Mas não é possível esquecer a parte lírica da obra de Camões; podemos mesmo dizer que é essa parte que o leitor contemporâneo pode mais facilmente entender, devido ao trabalho formal apurado dos seus sonetos e das suas odes, devido também à expressão delicada da contradição (também moderna) do ser humano, que de forma nostalgicamente barroca, e com aguda concentração conceptual, em éclogas e canções, o poeta expressou.

    "Amor é fogo que arde sem se ver 
    É ferida que dói enão se sente
    É um contentamento descontente
    É dor que desatina sem doer."

A contradição barroca é fruto de uma sensibilidade europeia determinada: o contraste entre as riquezas materiais oriundas do comércio com o Oriente, e a iminência da sua destruição pelos naufrágios e pelas guerras; o contraste entre um apelo humano à felicidade individual, gerado pela auto-satisfação material inerente ao espírito burguês, e a insatisfação moral e religiosa motivadas pela instabilidade da vida humana e pela sua sujeição à contingência; o contraste entre o bem-estar económico e a satisfação material por um lado, e, por outro lado, o sentimento de separação e da diferença gerador de ódios e da ameaça física que provêm das lutas religiosas que dividem os cristãos entre católicos e protestantes, no seio de um só povo, por vezes da mesma família. Neste estado de coisas, a cultura portuguesa emerge com duas componentes culturalmente muito ricas: em primeiro lugar, a autocrítica da sociedade gerada pelas viagens das descobertas; em segundo lugar, a presença, no discurso literário, do ponto de vista do "outro" (dos povos do outro lado do mar, dos detentores de outros tipos de culturas).

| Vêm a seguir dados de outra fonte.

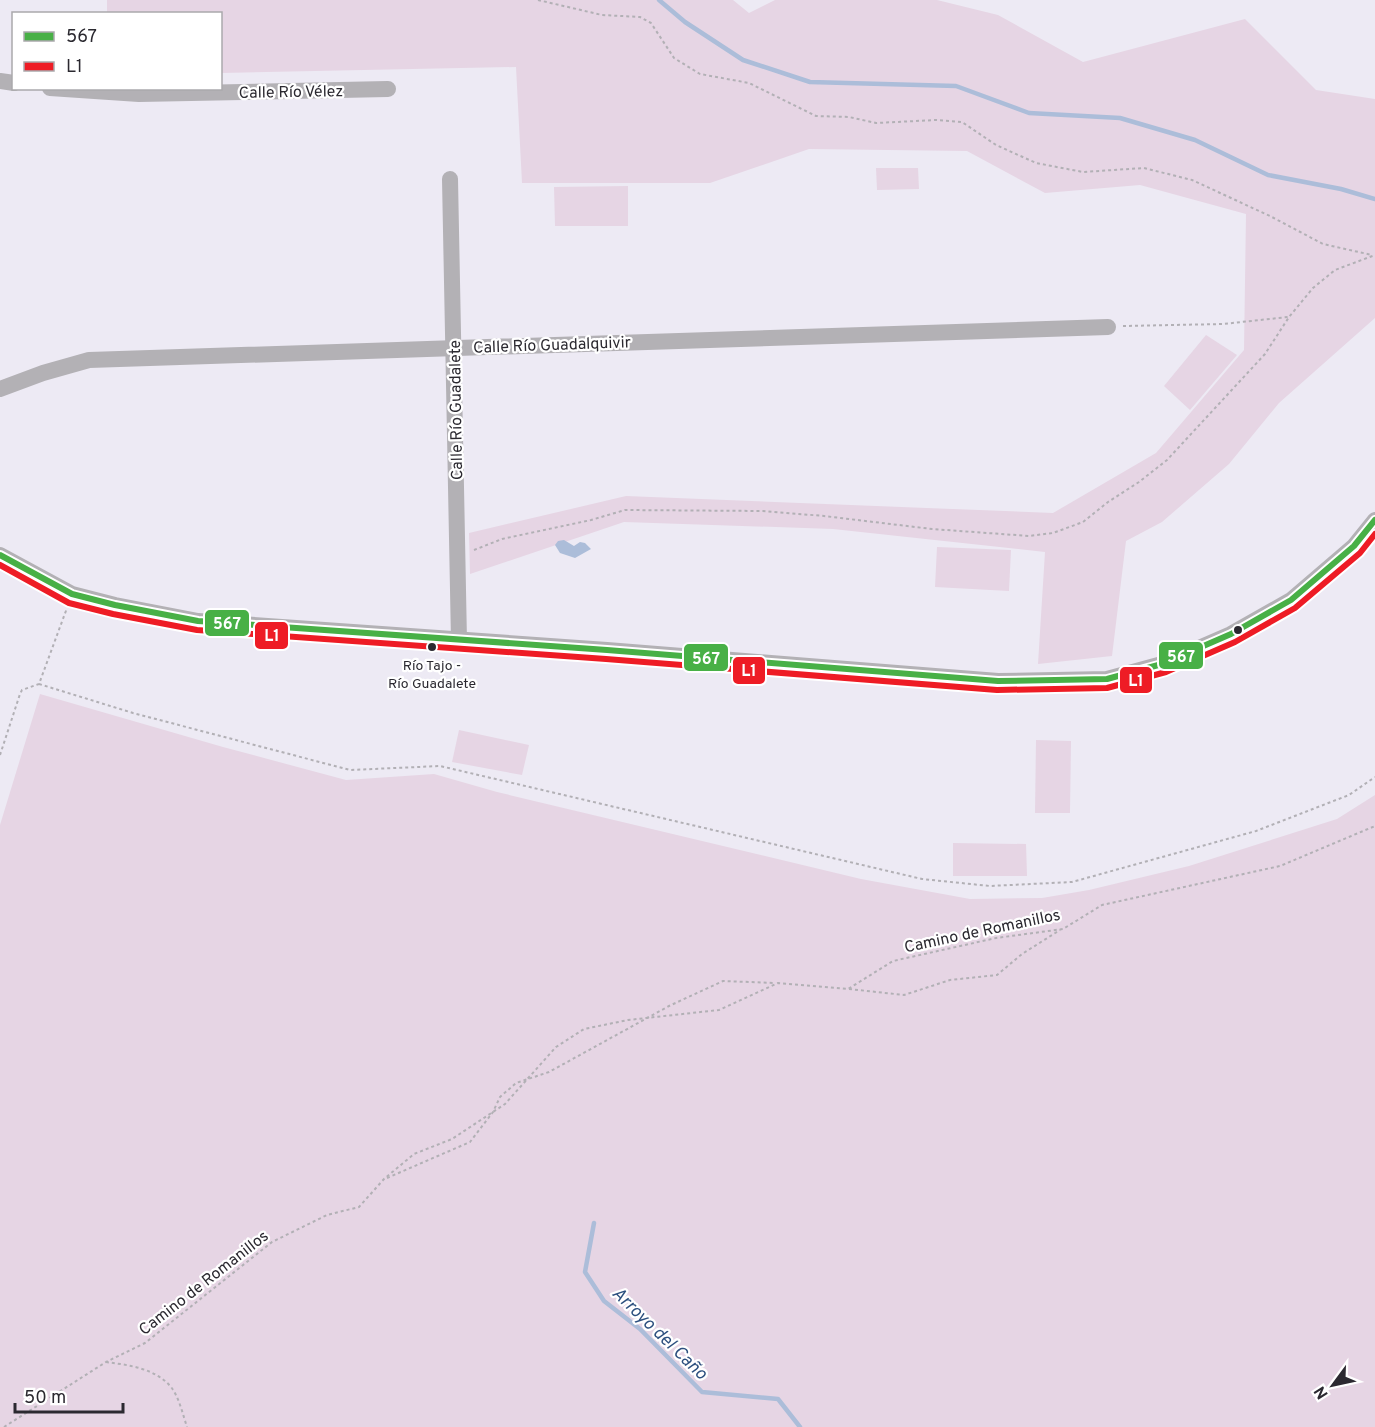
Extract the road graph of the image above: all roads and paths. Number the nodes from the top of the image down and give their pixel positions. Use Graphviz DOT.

Os melhores exemplos destas atitudes encontram-se em Gil Vicente, em Camões, em Fernão Mendes Pinto e nos inúmeros textos de literatura de viagens. Gil Vicente, o grande génio da literatura dramática em Portugal, criador do teatro português no século XVI e seu maior expoente, encena justamente nas suas peças os conflitos motivados pelos apelos do espírito urbano e pelos ganhos fáceis das viagens dos descobrimentos, sublinhando os desacertos familiares devidos às longas ausências dos marinheiros, e insistindo na penúria da economia rural quando o campo é abandonado pela cidade. Por outro lado, num livro constituído por um conjunto de narrativas soltas, muitas delas publicadas anonimamente mas saídas da pena de escritores conhecidos e homens cultos, e recolhido em volume já no século xvIII com o título História Trágico-Marítima, narram-se as desventuras dos ocupantes de navios vindos das Índias e que naufragam, perdendo-se as riquezas ganhas e as vidas dos seus ocupantes. Esta série de desventuras pode ser interpretada como um contraponto crítico das viagens dos descobrimentos, e é, pelo menos, o revés trágico do empreendimento épico que Camões realça n'Os Lusíadas. Mas demonstração mais cabal desta capacidade de autocrítica da literatura portuguesa, que é capaz de exaltar os seus valores culturais e de simultaneamente exibir os seus lados sombrios a pronunciar-se contra eles, encontra-se também n' Os Lusíadas, no famoso episódio do "Velho do Restelo" onde, no momento em que euforicamente as naus partem para a Índia, um velho experiente e respeitável se destaca da multidão que assiste à partida para censurar asperamente os marinheiros por se irem entregar às incertezas da sorte, ao acaso dos perigos, guiados pela vaidade e pela ambição; e diz:

    "Ó glória de mandar! Ó vã cobiça
    Desta vaidade a que chamamos Fama! 
    Ó fraudulento gosto, que se atiça
    Com a aura popular, que honra se chama! 
    (...)
    Chamam-te Fama e Glória soberana, 
    Nomes com quem se o povo néscio engana. 
    (...) 
    Mísera sorte! Estranha condição!"

Ainda desta época, mas já publicado no século XVII, não podemos esquecer o grande romance português de aventuras das viagens de exploração dos continentes, intitulado Peregrinação, e escrito por Fernão Mendes Pinto, que muito jovem embarcou para a Índia, e pelo Oriente andou durante mais de vinte anos, conhecendo os mais duros revezes da sorte, tendo naufragado, tendo sido feito prisioneiro, tendo passado toda a sorte de privações, alternando com fases de riqueza e vitória, numa multiplicidade de peripécias experienciadas, com perigos, batalhas, roubos, mortes, vagabundagens, estranhos acontecimentos, fascinantes revelações, num ritmo alucinante que faria hoje inveja ao cineasta Steven Spielberg e ao seu magnífico intérprete Harrison Ford. Também aí, numa perspectiva central ocidentalista, mas onde o olhar ocidental é ofuscado pelas manifestações do Oriente, se ouvem vozes locais de intensa crítica aos europeus e à sua crueldade e barbárie; aliás, não devemos esquecer que os longos capítulos dedicados à China são de um excepcional valor documental, e em especial os que descrevem a cidade de Pequim, encarada como uma verdadeira utopia de organização social, política e económica perfeita, que Fernão Mendes Pinto não se cansa de enaltecer.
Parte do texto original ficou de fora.